[
https://issues.apache.org/jira/browse/PIG-1942?page=com.atlassian.jira.plugin.system.issuetabpanels:comment-tabpanel&focusedCommentId=13072187#comment-13072187
]
Thejas M Nair commented on PIG-1942:
------------------------------------
bq. wrt schema has fewer fields than actual:
I think pig schema needs to support the feature of specifying partial schemas,
or types for schemas with variable number of fields of certain/unspecified
type. But I think it is better to have this feature in schema, rather than
doing conversions based on a schema that is not compatible. Also, I think it is
a good thing to check for schema consistency, so that the user knows when they
make a mistake.
bq. I am against the idea of returning null and WARN (nearly as a rule). I
think a reasonable interpretation is always better than NULL (with WARN). I
would only advocate for an actual error that forces a user to rectify their
code.
Returning null+WARN is the convention followed in load funcs like PigStorage
and in type conversion code. But I see that the situation in type conversion is
different because there is no reasonable interpretation if the type conversion
fails.
Does any body else have opinions on this ?

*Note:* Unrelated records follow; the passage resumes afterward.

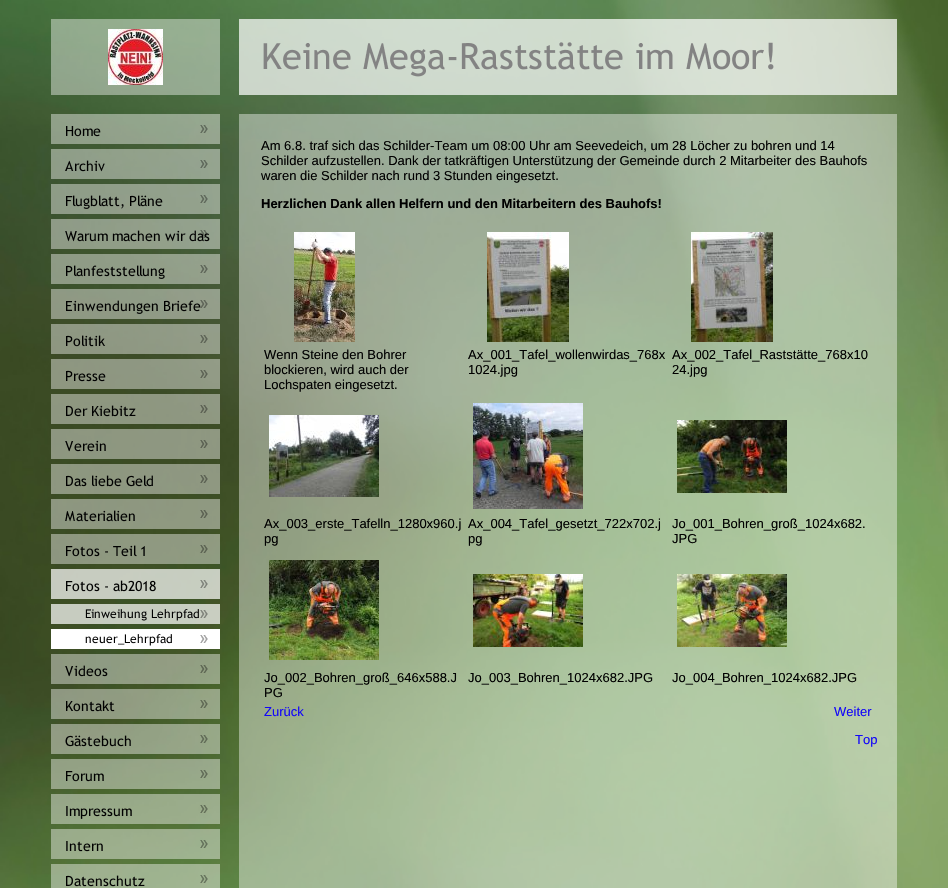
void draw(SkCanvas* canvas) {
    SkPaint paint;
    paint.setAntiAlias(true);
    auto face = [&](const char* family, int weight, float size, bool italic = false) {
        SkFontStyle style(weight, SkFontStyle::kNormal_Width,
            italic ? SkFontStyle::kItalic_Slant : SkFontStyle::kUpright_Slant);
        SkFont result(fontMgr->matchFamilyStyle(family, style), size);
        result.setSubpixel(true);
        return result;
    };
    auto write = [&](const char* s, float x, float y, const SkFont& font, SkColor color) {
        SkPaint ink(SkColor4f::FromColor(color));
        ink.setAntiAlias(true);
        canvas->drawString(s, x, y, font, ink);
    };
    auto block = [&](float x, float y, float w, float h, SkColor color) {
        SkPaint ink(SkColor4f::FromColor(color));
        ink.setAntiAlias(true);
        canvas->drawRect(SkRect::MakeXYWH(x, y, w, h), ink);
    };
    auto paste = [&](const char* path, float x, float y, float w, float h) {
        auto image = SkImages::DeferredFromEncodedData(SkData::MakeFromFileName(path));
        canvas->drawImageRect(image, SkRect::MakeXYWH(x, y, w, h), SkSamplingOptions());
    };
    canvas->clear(SK_ColorWHITE);
    paste("pic1.png", 0, 0, 948, 888);
    block(51, 19, 169, 76, SkColorSetARGB(105, 255, 255, 255));
    paste("pic2.png", 108, 29, 55, 56);
    block(239, 19, 658, 76, SkColorSetARGB(181, 255, 255, 255));
    paste("pic3.png", 263, 42, 511, 35);
    paste("pic4.png", 51, 114, 169, 30);
    paste("pic5.png", 51, 149, 169, 30);
    paste("pic6.png", 51, 184, 169, 30);
    paste("pic7.png", 51, 219, 169, 30);
    paste("pic8.png", 51, 254, 169, 30);
    paste("pic9.png", 51, 289, 169, 30);
    paste("pic10.png", 51, 324, 169, 30);
    paste("pic11.png", 51, 359, 169, 30);
    paste("pic12.png", 51, 394, 169, 30);
    paste("pic13.png", 51, 429, 169, 30);
    paste("pic14.png", 51, 464, 169, 30);
    paste("pic15.png", 51, 499, 169, 30);
    paste("pic16.png", 51, 534, 169, 30);
    paste("pic17.png", 51, 569, 169, 30);
    paste("pic18.png", 51, 604, 169, 20);
    paste("pic19.png", 51, 629, 169, 20);
    paste("pic20.png", 51, 654, 169, 30);
    paste("pic21.png", 51, 689, 169, 30);
    paste("pic22.png", 51, 724, 169, 30);
    paste("pic23.png", 51, 759, 169, 30);
    paste("pic24.png", 51, 794, 169, 30);
    paste("pic25.png", 51, 829, 169, 30);
    paste("pic26.png", 51, 864, 169, 24);
    block(239, 114, 658, 774, SkColorSetARGB(105, 255, 255, 255));
    auto kFont1 = face("Liberation Sans", 400, 13);
    write("Am 6.8. traf sich das Schilder-Team um 08:00 Uhr am Seevedeich, um 28 Löcher zu bohren und 14", 261, 150, kFont1, SK_ColorBLACK);
    write("Schilder aufzustellen. Dank der tatkräftigen Unterstützung der Gemeinde durch 2 Mitarbeiter des Bauhofs", 261, 165, kFont1, SK_ColorBLACK);
    write("waren die Schilder nach rund 3 Stunden eingesetzt.", 261, 180, kFont1, SK_ColorBLACK);
    auto kFont2 = face("Liberation Sans", 700, 13);
    write("Herzlichen Dank allen Helfern und den Mitarbeitern des Bauhofs!", 261, 208, kFont2, SK_ColorBLACK);
    paste("pic27.png", 294, 232, 61, 110);
    write("Wenn Steine den Bohrer", 264, 359, kFont1, SK_ColorBLACK);
    write("blockieren, wird auch der", 264, 374, kFont1, SK_ColorBLACK);
    write("Lochspaten eingesetzt.", 264, 389, kFont1, SK_ColorBLACK);
    paste("pic28.png", 487, 232, 82, 110);
    write("Ax_001_Tafel_wollenwirdas_768x", 468, 359, kFont1, SK_ColorBLACK);
    write("1024.jpg", 468, 374, kFont1, SK_ColorBLACK);
    paste("pic29.png", 691, 232, 82, 110);
    write("Ax_002_Tafel_Raststätte_768x10", 672, 359, kFont1, SK_ColorBLACK);
    write("24.jpg", 672, 374, kFont1, SK_ColorBLACK);
    paste("pic30.png", 269, 415, 110, 82);
    write("Ax_003_erste_Tafelln_1280x960.j", 264, 528, kFont1, SK_ColorBLACK);
    write("pg", 264, 543, kFont1, SK_ColorBLACK);
    paste("pic31.png", 473, 403, 110, 106);
    write("Ax_004_Tafel_gesetzt_722x702.j", 468, 528, kFont1, SK_ColorBLACK);
    write("pg", 468, 543, kFont1, SK_ColorBLACK);
    paste("pic32.png", 677, 420, 110, 73);
    write("Jo_001_Bohren_groß_1024x682.", 672, 528, kFont1, SK_ColorBLACK);
    write("JPG", 672, 543, kFont1, SK_ColorBLACK);
    paste("pic33.png", 269, 560, 110, 100);
    write("Jo_002_Bohren_groß_646x588.J", 264, 682, kFont1, SK_ColorBLACK);
    write("PG", 264, 697, kFont1, SK_ColorBLACK);
    paste("pic34.png", 473, 574, 110, 73);
    write("Jo_003_Bohren_1024x682.JPG", 468, 682, kFont1, SK_ColorBLACK);
    paste("pic35.png", 677, 574, 110, 73);
    write("Jo_004_Bohren_1024x682.JPG", 672, 682, kFont1, SK_ColorBLACK);
    write("Zurück", 264, 716, kFont1, SkColorSetRGB(19, 7, 248));
    write("Weiter", 834, 716, kFont1, SkColorSetRGB(19, 7, 248));
    write("Top", 855, 744, kFont1, SkColorSetRGB(19, 7, 248));
}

Re: logging 1 line per warning.
PigLogger.warn(..) can be used to aggregate the warnings.
Regarding auto-tupling, I agree that it is useful when -
1. output schema is a tuple
2. output schema is a bag of tuples with single fields.

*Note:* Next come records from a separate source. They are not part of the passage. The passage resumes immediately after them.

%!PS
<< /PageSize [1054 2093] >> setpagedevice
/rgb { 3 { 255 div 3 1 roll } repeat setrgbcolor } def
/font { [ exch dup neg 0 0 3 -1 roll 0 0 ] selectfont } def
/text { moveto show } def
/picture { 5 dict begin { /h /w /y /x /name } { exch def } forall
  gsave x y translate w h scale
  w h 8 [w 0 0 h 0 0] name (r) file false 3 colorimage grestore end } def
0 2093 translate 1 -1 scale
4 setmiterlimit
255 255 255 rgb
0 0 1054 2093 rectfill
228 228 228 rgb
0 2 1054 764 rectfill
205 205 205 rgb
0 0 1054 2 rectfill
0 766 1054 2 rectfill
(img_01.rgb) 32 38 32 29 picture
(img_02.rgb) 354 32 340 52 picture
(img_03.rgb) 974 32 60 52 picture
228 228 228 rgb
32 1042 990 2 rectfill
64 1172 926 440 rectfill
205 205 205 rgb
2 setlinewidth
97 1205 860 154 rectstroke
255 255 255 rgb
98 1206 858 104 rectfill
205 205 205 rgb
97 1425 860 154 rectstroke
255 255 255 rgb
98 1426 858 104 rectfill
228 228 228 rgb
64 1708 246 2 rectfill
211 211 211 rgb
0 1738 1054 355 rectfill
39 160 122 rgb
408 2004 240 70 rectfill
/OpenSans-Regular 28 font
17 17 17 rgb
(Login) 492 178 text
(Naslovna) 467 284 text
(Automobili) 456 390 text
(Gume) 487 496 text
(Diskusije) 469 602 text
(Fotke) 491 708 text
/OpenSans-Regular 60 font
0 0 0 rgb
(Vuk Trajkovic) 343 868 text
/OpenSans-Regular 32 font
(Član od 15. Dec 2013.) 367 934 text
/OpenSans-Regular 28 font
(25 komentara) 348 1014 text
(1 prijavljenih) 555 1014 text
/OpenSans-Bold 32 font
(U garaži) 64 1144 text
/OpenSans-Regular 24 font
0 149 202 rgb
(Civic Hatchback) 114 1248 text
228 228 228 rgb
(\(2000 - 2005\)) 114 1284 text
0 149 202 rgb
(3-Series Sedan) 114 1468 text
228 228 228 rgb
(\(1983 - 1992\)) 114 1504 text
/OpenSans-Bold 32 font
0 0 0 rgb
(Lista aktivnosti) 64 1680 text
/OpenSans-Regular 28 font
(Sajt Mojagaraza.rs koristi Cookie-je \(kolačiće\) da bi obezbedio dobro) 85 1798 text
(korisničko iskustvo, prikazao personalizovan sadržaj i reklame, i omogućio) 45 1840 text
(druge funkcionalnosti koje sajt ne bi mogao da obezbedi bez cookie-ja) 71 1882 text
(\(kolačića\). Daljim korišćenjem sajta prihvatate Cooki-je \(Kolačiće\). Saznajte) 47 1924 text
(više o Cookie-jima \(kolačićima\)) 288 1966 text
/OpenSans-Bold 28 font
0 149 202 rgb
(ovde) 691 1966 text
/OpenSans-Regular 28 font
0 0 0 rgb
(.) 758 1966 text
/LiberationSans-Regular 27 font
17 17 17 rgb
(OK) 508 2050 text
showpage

But if it is a bag of tuples that have multiple fields, I think it is makes
sense for the output value to have a list type representing the tuple.
{code}
If output schema is
{(int, int)}
I think the output value should look like - ((1,2),(3,4)). I don't see a need
to convert (1,2) into ((1,2)).
{code}
I also have concern that with auto tupling, python udf users will have an
incorrect understanding of pig bags of primitive types. They might not realize
that the bags always contain a tuple. How much of a performance difference did
you notice while adding adding tuple wrappers for fields in a bag? I am trying
to evaluate the option of providing utility libraries that python udfs can use
to convert to pig type.
Regarding skipping nulls in JythonUtils.asBag, it is at line 491. I am not
sure about if pig actually works with null tuples in a bag, I need to check
that.
{code}
if (it != null) {
while (first == null && it.hasNext()) {
first = it.next();
}
}
{code}
> script UDF (jython) should utilize the intended output schema to more
> directly convert Py objects to Pig objects
> ----------------------------------------------------------------------------------------------------------------
>
> Key: PIG-1942
> URL: https://issues.apache.org/jira/browse/PIG-1942
> Project: Pig
> Issue Type: Improvement
> Components: impl
> Affects Versions: 0.8.0, 0.9.0
> Reporter: Woody Anderson
> Assignee: Woody Anderson
> Priority: Minor
> Labels: python, schema, udf
> Fix For: 0.10
>
> Attachments: 1942.patch, 1942_with_junit.patch
>
>
> from https://issues.apache.org/jira/browse/PIG-1824
> {code}
> import re
> @outputSchema("y:bag{t:tuple(word:chararray)}")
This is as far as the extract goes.